Author Sarah Ban Breathnach wrote, “Both abundance and lack of abundance exist simultaneously in our lives, as parallel realities. It is always our conscious choice which secret garden we will tend . . . when we choose not to focus on what is missing from our lives but are grateful for the abundance that’s present – love, health, family, friends, work, nature, personal pursuits – the wasteland of illusion falls away and we experience heaven on earth.”

Roman philosopher Horace, admonished, “Whatever hour God has blessed you with take it with grateful hand, nor postpone your joys from year to year, so that in whatever place you have been, you may say that you have lived happily.”

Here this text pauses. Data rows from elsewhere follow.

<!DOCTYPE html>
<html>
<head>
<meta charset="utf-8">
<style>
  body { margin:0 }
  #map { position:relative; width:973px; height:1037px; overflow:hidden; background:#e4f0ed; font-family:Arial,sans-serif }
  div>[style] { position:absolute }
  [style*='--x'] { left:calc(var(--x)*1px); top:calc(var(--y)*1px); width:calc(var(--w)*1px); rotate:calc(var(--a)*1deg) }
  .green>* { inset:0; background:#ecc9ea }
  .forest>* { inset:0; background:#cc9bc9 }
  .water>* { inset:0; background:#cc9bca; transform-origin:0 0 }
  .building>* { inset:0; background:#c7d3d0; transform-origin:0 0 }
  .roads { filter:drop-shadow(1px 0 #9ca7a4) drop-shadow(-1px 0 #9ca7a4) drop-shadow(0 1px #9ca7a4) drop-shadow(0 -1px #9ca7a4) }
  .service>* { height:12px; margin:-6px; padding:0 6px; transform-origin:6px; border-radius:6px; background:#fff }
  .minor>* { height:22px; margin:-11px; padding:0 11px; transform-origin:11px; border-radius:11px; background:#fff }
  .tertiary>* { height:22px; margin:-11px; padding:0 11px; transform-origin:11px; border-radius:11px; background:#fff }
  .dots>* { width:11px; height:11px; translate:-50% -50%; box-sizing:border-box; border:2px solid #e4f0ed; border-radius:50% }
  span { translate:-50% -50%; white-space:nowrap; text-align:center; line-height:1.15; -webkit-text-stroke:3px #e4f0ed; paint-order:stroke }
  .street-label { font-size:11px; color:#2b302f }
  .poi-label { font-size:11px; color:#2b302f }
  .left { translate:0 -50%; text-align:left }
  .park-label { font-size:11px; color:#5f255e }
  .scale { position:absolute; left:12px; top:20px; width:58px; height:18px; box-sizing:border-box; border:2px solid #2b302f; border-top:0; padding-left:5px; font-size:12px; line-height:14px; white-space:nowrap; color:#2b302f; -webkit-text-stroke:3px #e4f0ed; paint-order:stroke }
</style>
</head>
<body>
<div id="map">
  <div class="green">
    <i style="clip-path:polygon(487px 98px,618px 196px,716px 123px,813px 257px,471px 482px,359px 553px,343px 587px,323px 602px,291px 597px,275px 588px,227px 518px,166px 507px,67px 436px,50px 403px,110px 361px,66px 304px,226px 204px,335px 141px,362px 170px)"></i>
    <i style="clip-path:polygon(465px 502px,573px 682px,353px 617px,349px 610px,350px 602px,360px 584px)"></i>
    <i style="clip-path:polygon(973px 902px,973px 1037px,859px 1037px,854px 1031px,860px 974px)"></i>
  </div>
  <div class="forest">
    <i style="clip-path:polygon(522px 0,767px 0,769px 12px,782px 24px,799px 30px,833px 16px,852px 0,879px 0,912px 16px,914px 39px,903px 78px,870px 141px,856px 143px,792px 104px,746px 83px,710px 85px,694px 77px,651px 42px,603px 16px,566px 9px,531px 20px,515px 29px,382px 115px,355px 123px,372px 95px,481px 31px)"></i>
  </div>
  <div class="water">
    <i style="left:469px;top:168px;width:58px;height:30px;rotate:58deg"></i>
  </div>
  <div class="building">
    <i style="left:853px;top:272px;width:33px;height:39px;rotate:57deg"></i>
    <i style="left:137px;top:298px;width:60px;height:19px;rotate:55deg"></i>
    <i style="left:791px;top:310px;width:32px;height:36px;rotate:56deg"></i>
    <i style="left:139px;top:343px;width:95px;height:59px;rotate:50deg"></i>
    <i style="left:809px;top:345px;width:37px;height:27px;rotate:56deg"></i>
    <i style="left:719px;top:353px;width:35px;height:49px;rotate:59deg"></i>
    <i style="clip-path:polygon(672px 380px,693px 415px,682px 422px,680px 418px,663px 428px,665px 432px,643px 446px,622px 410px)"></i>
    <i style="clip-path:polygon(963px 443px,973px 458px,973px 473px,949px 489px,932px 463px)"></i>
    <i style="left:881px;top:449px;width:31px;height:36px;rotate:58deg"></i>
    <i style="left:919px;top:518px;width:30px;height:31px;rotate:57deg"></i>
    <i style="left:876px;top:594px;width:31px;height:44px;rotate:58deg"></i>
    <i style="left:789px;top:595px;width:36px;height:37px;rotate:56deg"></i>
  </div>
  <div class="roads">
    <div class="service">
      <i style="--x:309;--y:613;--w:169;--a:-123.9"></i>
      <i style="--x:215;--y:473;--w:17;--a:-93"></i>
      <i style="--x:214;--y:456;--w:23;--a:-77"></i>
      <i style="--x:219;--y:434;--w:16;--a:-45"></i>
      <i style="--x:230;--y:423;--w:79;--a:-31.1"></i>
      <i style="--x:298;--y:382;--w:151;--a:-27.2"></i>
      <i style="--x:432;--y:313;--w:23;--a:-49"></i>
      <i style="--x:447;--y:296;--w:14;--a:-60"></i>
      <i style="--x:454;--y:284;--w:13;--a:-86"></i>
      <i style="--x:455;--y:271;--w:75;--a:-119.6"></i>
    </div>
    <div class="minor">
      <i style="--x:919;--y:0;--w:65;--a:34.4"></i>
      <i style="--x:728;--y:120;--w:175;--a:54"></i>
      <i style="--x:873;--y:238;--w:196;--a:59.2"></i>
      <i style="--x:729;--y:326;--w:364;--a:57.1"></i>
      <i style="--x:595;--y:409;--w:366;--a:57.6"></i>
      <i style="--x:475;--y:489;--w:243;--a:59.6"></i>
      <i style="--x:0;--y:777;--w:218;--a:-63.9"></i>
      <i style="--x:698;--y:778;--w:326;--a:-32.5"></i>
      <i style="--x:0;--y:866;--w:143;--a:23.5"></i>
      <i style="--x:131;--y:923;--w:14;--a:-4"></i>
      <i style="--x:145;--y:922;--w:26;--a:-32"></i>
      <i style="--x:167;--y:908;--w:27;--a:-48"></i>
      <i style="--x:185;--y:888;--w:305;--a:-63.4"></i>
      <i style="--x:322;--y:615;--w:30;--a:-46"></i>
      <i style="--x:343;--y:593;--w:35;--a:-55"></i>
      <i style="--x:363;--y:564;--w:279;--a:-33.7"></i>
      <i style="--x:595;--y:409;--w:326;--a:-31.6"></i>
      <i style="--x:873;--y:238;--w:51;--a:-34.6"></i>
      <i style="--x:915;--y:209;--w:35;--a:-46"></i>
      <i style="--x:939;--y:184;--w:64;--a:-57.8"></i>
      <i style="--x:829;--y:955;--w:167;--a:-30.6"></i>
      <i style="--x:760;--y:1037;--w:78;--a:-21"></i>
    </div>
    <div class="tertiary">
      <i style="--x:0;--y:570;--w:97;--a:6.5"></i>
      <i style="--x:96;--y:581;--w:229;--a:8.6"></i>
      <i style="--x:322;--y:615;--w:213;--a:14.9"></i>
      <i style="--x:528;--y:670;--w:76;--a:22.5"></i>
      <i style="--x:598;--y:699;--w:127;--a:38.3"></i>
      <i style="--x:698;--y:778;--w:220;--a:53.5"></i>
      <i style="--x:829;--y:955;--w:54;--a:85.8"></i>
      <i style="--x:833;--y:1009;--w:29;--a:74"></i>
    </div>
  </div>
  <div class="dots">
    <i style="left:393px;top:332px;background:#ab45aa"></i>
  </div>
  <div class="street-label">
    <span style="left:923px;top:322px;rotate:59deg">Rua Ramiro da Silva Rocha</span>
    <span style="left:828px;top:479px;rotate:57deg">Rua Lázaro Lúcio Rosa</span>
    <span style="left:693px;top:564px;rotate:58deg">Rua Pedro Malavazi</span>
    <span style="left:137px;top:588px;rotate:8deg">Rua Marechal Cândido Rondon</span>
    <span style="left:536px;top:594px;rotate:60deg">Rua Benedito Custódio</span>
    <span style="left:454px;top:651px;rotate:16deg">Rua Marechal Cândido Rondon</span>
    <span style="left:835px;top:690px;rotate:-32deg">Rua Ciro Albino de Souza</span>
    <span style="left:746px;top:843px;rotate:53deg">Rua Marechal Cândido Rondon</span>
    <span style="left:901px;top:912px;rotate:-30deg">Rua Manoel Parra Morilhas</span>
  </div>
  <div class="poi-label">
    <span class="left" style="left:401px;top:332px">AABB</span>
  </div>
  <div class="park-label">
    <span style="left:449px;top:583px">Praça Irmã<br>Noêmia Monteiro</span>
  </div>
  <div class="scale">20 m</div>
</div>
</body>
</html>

Changes will come – the road will have bumps, quick turns, stop signs, become rocky, dirty, and icy. Yet, we can fill our days (most days, I’m not saying every day), with the things that matter the most.

Song of a People
We watch the past create the now –
And wish to plant before we plow –
We hear goodbye in each hello –
And wish to stay when we must go –
We try to catch the closing door –
And seek for peace in time of war –
As day makes night a fugitive –
The living dream.
The dreaming live. (Merle Good 1969)

It is interesting for me to look back on the various chapters of my life – and I wonder if I had trusted the journey, trusted myself, would I have the clarity, that I have now, to see the reason behind my trials and my triumphs, to see the pieces that needed to come together, so I could go where I needed to go. Author Max Lucado said, we should “stop on our life’s journey to look for the joy instead of dwelling on the negatives, joy that is possible because we are loved by God.” The more we look for joy, the more joy we will find. We will quit existing, wishing time away, and live.

My sincere hope is that we may adapt to the changes in our lives, that we may realize what is important, that we may express our gratitude always, and in doing so, find joy in the journey. Live my friends, dream and live.